In [1]:
import torchtext
import torch
import numpy as np
import pandas as pd
import random
import time

from torch.nn.utils.rnn import pad_sequence
from torchtext.data.utils import get_tokenizer
from torchtext.vocab import build_vocab_from_iterator
from torch.utils.data import Dataset, DataLoader

from typing import Tuple, List

In [2]:
df = pd.read_csv("../data/IMDB.csv")
df

Unnamed: 0,review,sentiment
0,One of the other reviewers has mentioned that ...,positive
1,A wonderful little production. <br /><br />The...,positive
2,I thought this was a wonderful way to spend ti...,positive
3,Basically there's a family where a little boy ...,negative
4,"Petter Mattei's ""Love in the Time of Money"" is...",positive
...,...,...
49995,I thought this movie did a down right good job...,positive
49996,"Bad plot, bad dialogue, bad acting, idiotic di...",negative
49997,I am a Catholic taught in parochial elementary...,negative
49998,I'm going to have to disagree with the previou...,negative


## Preparing NSP dataset and Masked dataset

In [3]:
MASK_PERCENTANGE = 0.15
MASK_PROBABILITY = 0.80

In [4]:
sents = df.iloc[random.randint(0, df.shape[0]), 0].split(". ")
idx = random.randint(0, len(sents)-1)
sent1 = sents[idx]

sent1 = sent1.split(" ")
mask_idx = random.randint(0, len(sent1)-1)
if random.random() < MASK_PROBABILITY:
    sent1[mask_idx] = "[MASK]"
    print("Masked")
    print(" ".join(sent1))
else:
    rand_token = random.randint(0, len(sent1)-1)
    sent1[mask_idx] = sent1[rand_token]
    print("Replaced with random token")
    print(" ".join(sent1))

if random.random() <= 0.5:
    nsp_sents = ". [SEP] ".join(sents[idx: idx+2])
    print("NSP: 1")
    print(nsp_sents)
    print(len(nsp_sents.split(" ")))
else:
    nsp_sents = sents[idx] + ". [SEP] " + sents[random.randint(idx+1, len(sents))-1]
    print("NSP: 0")
    print(nsp_sents)
    print(len(nsp_sents.split(" ")))

Masked
The are always chances a movie won't hold ones beliefs as well as another, but I felt that rhythm of this picture and the timing was [MASK]
NSP: 0
The are always chances a movie won't hold ones beliefs as well as another, but I felt that rhythm of this picture and the timing was excellent. [SEP] Washington and of course Christopher Walken they both exceed the challenge of showing the darkest sides of humanity trying to move to the light.
52


In [5]:
CLS_TOKEN = 0
SEP_TOKEN = 1
MASK_TOKEN = 2
PAD_TOKEN = 3 
UNK_TOKEN = 4

In [6]:
tokenizer = get_tokenizer("spacy", language="en_core_web_sm")

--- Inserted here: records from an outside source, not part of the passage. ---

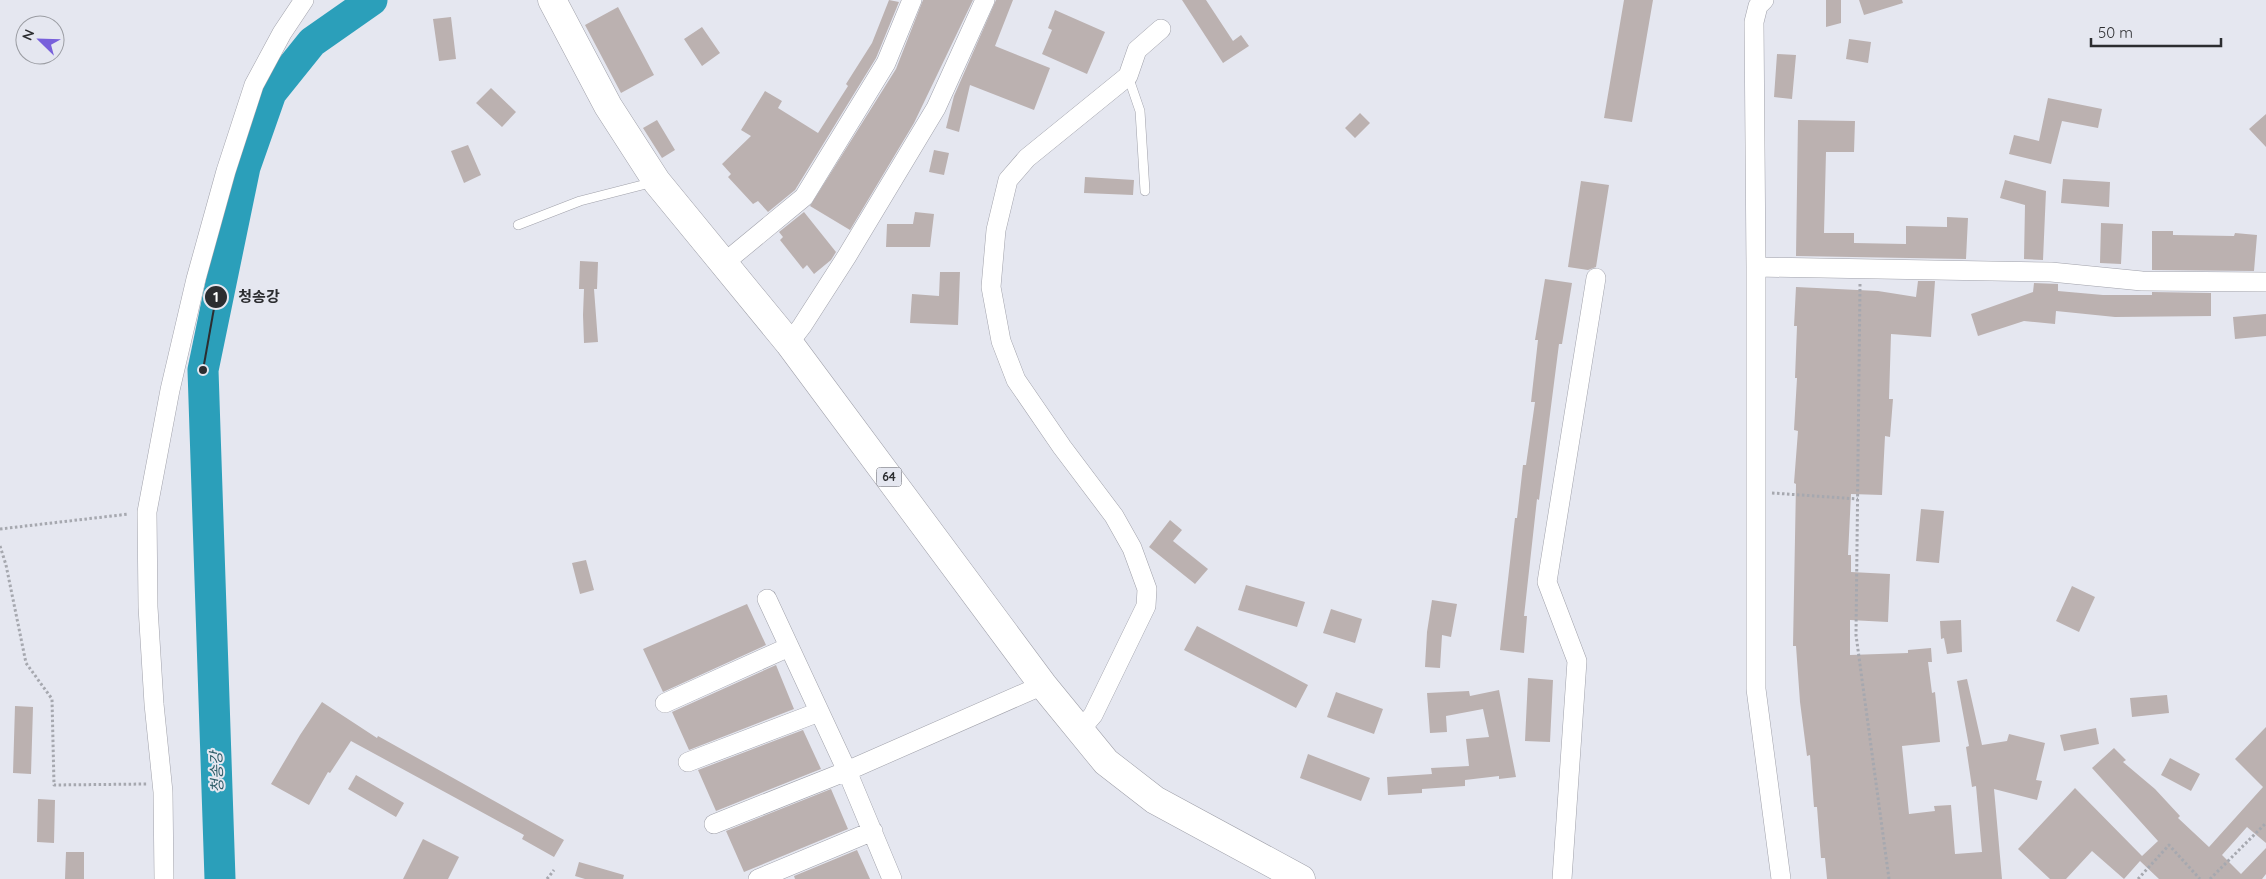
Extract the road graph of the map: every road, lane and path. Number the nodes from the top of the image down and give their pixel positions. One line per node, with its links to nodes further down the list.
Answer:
1 (304, 0): 19 (street)
2 (552, 0): 8 (main road, 64)
3 (912, 0): 11 (street)
4 (985, 0): 16 (street)
5 (1759, 2): 12 (street)
6 (1160, 28): 7 (street)
7 (1128, 76): 9 (lane); 27 (street)
8 (657, 182): 10 (lane); 11 (main road, 64)
9 (1146, 191)
10 (518, 225)
11 (724, 263): 16 (main road, 64)
12 (1756, 267): 13 (street); 17 (street)
13 (1860, 269): 15 (street); 18 (path)
14 (1596, 278): 40 (street)
15 (2266, 282)
16 (789, 343): 24 (main road, 64)
17 (1756, 493): 18 (path); 41 (street)
18 (1858, 499): 42 (path)
19 (148, 512): 20 (path); 30 (street)
20 (0, 529)
21 (0, 546): 30 (path)
22 (766, 599): 23 (street)
23 (789, 647): 25 (street); 26 (street)
24 (1043, 685): 27 (main road, 64); 29 (street)
25 (665, 703)
26 (819, 712): 28 (street); 29 (street)
27 (1080, 730): 39 (main road, 64)
28 (688, 762)
29 (847, 772): 32 (street); 33 (street)
30 (162, 784): 35 (street)
31 (2266, 822): 45 (path)
32 (714, 824)
33 (873, 831): 37 (street); 38 (street)
34 (554, 870): 36 (path)
35 (164, 879)
36 (547, 879)
37 (758, 879)
38 (892, 879)
39 (1301, 879)
40 (1562, 879)
41 (1781, 879)
42 (1889, 879)
43 (2138, 879): 44 (path)
44 (2200, 879)
45 (2210, 879)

def build_vocab(data_iter):
    for sentence in data_iter:
        yield tokenizer(sentence)

vocab = build_vocab_from_iterator(build_vocab(df["review"].to_list()),
                                  min_freq=2,
                                  specials=["[CLS]", "[SEP]", "[MASK]", "[PAD]", "<UNK>"],
                                  special_first=True)
vocab.set_default_index(UNK_TOKEN)

In [7]:
len(vocab)

89854

In [8]:
less_ = 0
more_ = 0
for _ in range(10000000):
    if random.random()<=0.5:
        less_ += 1
    else:
        more_ += 1
less_, more_

(4999551, 5000449)

In [10]:
%%writefile ./data_setup.py
import torch
from torch.utils.data import Dataset
from torchtext.data.utils import get_tokenizer
from torchtext.vocab import build_vocab_from_iterator

import pandas as pd
import random
from typing import Tuple


class IMDBBERTDataset(Dataset):

    NSP_PERCENTAGE = 0.50

    CLS_TOKEN = 0
    SEP_TOKEN = 1
    MASK_TOKEN = 2
    PAD_TOKEN = 3 
    UNK_TOKEN = 4

    def __init__(self,
                 path: str,
                 max_sent_len: int=50) -> None:
        super().__init__()
        self.df = pd.read_csv(path)
        self.tokenizer = get_tokenizer("spacy", language="en_core_web_sm")
        self.vocab = build_vocab_from_iterator(self._build_vocab(self.df["review"].to_list()),
                                               min_freq=2,
                                               specials=["[CLS]", "[SEP]", "[MASK]", "[PAD]", "<UNK>"],
                                               special_first=True)
        self.vocab.set_default_index(self.UNK_TOKEN)
        self.max_sent_len = max_sent_len
        self.token_ids = []
        self.masked_token = []
        self.masked_idx = []
        self.is_next = []
        self.segment_tokens = []
        self._prepare_data()
        

    def _prepare_data(self) -> None:
        for i in range(self.df.shape[0]):
            try:
                sentences = self.df.iloc[i, 0].split(". ")
                if random.random() <= self.NSP_PERCENTAGE:
                    rand_idx = random.randint(0, len(sentences)-2)
                    sentences = sentences[rand_idx:rand_idx+2]
                    is_next = 0
                else:
                    rand_idx = random.randint(1, len(sentences)-1)
                    sentences = [sentences[rand_idx], sentences[rand_idx-1]]
                    is_next = 1
                
                sentences = ["[CLS]"] + self.tokenizer(sentences[0]) + ["[SEP]"] + self.tokenizer(sentences[1])
                if len(sentences) < self.max_sent_len:
                    while len(sentences) < self.max_sent_len:
                        sentences += ["[PAD]"]
                else:
                    sentences = sentences[:self.max_sent_len]
                
                sep_idx = sentences.index("[SEP]")
                segment_token = [0]*(sep_idx+1) + [1]*(len(sentences)-1-sep_idx)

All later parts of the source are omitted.